▼

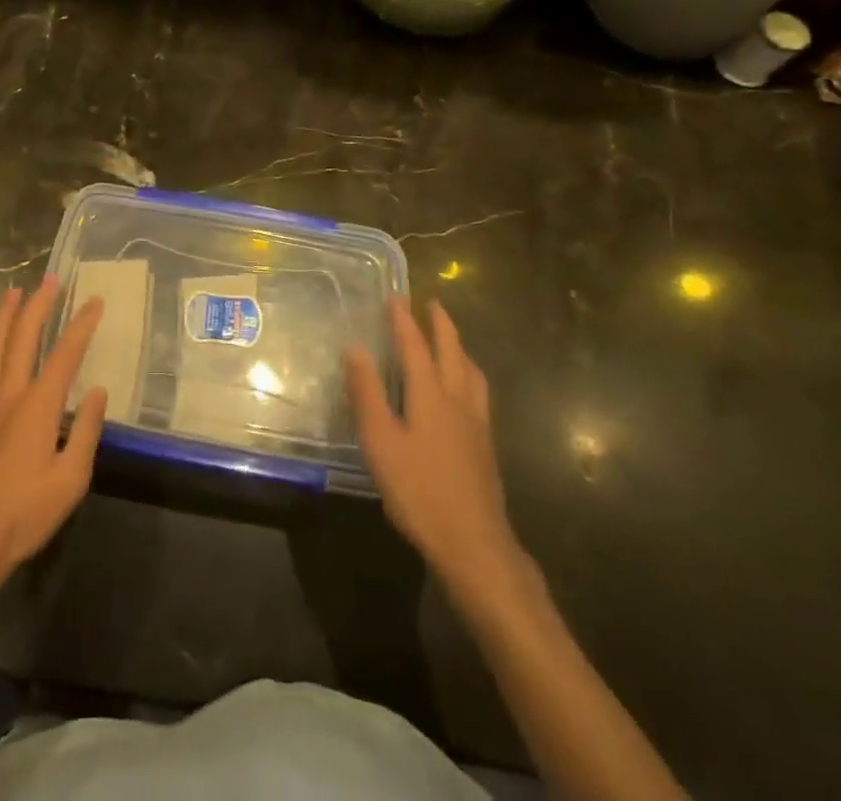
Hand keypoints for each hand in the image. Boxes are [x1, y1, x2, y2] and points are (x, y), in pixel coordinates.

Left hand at [0, 278, 107, 589]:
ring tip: (12, 293)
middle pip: (22, 336)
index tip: (94, 301)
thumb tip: (97, 390)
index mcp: (38, 406)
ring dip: (3, 315)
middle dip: (38, 304)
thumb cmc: (25, 514)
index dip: (81, 324)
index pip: (64, 353)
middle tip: (49, 280)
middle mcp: (7, 393)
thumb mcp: (71, 480)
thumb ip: (86, 430)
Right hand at [345, 299, 529, 612]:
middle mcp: (458, 400)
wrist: (474, 544)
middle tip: (432, 303)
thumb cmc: (419, 490)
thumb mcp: (380, 442)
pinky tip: (464, 391)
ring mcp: (477, 424)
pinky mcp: (485, 445)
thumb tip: (354, 347)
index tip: (395, 296)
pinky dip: (468, 374)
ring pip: (471, 372)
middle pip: (452, 352)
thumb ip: (367, 393)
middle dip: (441, 325)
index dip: (403, 320)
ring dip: (459, 348)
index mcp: (430, 395)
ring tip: (451, 340)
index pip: (415, 347)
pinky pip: (478, 392)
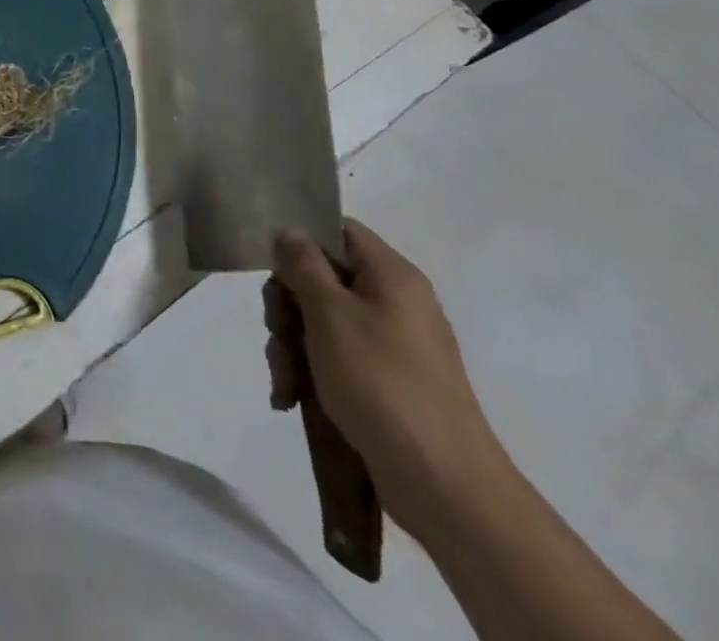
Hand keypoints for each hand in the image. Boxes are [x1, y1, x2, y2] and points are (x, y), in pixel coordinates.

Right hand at [269, 220, 513, 541]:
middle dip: (288, 307)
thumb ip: (303, 264)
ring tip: (284, 382)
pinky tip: (291, 399)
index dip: (301, 241)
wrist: (445, 487)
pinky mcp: (389, 385)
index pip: (339, 231)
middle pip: (324, 279)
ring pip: (324, 323)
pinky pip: (339, 360)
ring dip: (293, 346)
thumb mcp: (329, 313)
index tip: (273, 269)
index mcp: (392, 275)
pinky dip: (312, 373)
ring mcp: (395, 346)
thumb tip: (289, 231)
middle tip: (277, 334)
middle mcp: (396, 303)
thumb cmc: (381, 383)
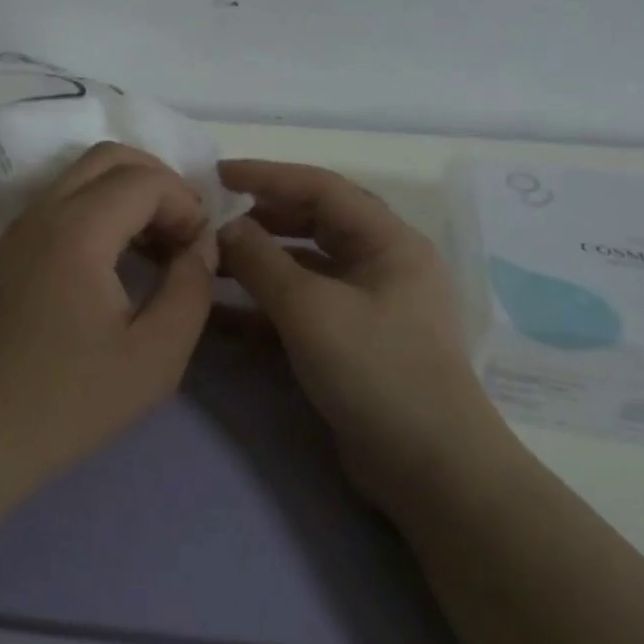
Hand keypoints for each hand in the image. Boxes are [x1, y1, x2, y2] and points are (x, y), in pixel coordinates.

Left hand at [0, 143, 218, 493]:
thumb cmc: (69, 400)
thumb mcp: (156, 355)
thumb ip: (191, 288)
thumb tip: (202, 245)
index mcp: (77, 230)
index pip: (143, 179)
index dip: (185, 202)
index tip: (202, 246)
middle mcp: (41, 213)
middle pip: (107, 157)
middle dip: (157, 180)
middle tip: (184, 229)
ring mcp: (16, 229)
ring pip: (79, 177)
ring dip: (125, 194)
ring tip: (156, 246)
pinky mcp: (5, 251)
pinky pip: (58, 204)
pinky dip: (96, 210)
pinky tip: (115, 261)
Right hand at [216, 159, 494, 501]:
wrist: (430, 470)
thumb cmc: (377, 371)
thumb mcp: (311, 309)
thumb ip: (262, 261)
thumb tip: (224, 227)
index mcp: (389, 242)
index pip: (322, 187)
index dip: (268, 176)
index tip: (217, 174)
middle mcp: (382, 264)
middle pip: (315, 222)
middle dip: (263, 215)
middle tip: (214, 215)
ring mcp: (368, 305)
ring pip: (306, 265)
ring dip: (260, 260)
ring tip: (212, 257)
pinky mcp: (352, 341)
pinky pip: (303, 306)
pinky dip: (266, 303)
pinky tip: (223, 309)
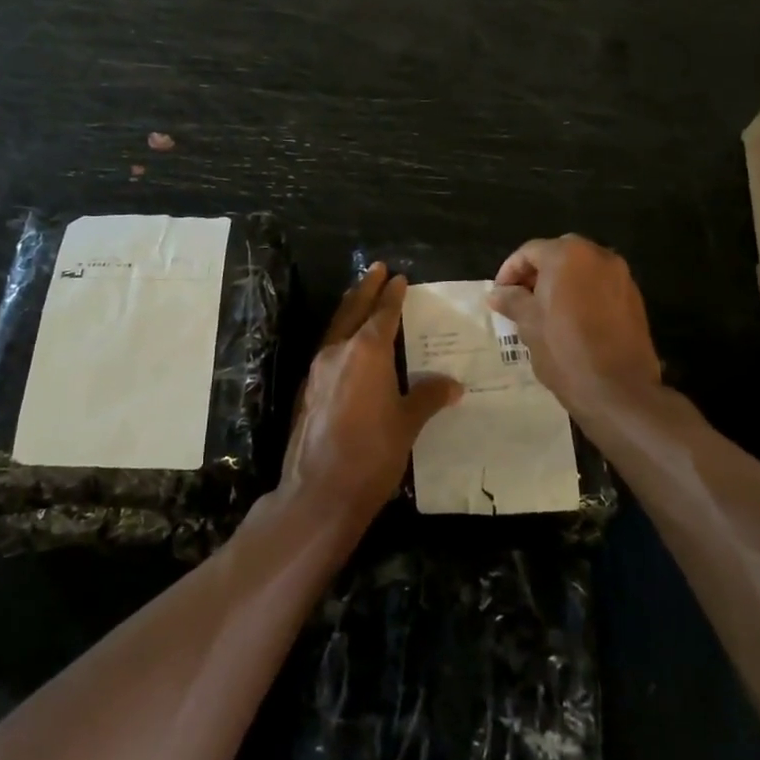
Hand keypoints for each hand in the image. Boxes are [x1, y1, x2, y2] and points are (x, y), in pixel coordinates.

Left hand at [278, 263, 462, 529]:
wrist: (319, 491)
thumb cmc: (372, 454)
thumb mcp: (408, 424)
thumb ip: (427, 397)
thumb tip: (452, 384)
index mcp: (367, 351)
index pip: (383, 313)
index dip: (392, 295)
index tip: (399, 278)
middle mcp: (338, 351)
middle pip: (353, 310)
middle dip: (366, 288)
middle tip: (376, 268)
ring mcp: (317, 370)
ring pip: (336, 328)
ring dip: (350, 310)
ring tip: (360, 298)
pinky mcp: (307, 390)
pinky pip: (327, 351)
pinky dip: (340, 337)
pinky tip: (346, 347)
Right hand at [488, 235, 662, 424]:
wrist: (618, 390)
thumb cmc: (565, 351)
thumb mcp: (528, 324)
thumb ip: (511, 300)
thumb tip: (497, 293)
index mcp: (568, 255)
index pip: (529, 252)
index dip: (509, 272)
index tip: (499, 295)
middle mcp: (598, 256)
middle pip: (558, 255)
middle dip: (537, 273)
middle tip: (520, 299)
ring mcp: (621, 276)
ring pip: (582, 270)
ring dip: (561, 283)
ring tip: (544, 312)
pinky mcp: (634, 299)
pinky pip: (600, 286)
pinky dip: (582, 294)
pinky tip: (571, 321)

▲

PROBLEM TO SOLVE: Could you restate word for word the lines above from the one containing "thumb ip: (427, 397)" through the one containing "pinky tip: (346, 347)", both included, and nothing else?

EXERCISE OUTPUT:
thumb ip: (427, 397)
thumb tip: (452, 384)
index mcp: (367, 351)
index pip: (383, 313)
index dip: (392, 295)
index tip: (399, 278)
middle mcp: (338, 351)
middle pip: (353, 310)
middle dip: (366, 288)
middle tip: (376, 268)
ring mcp: (317, 370)
ring pip: (336, 328)
ring dip: (350, 310)
ring tip: (360, 298)
pinky mcp: (307, 390)
pinky pip: (327, 351)
pinky dip: (340, 337)
pinky tip: (346, 347)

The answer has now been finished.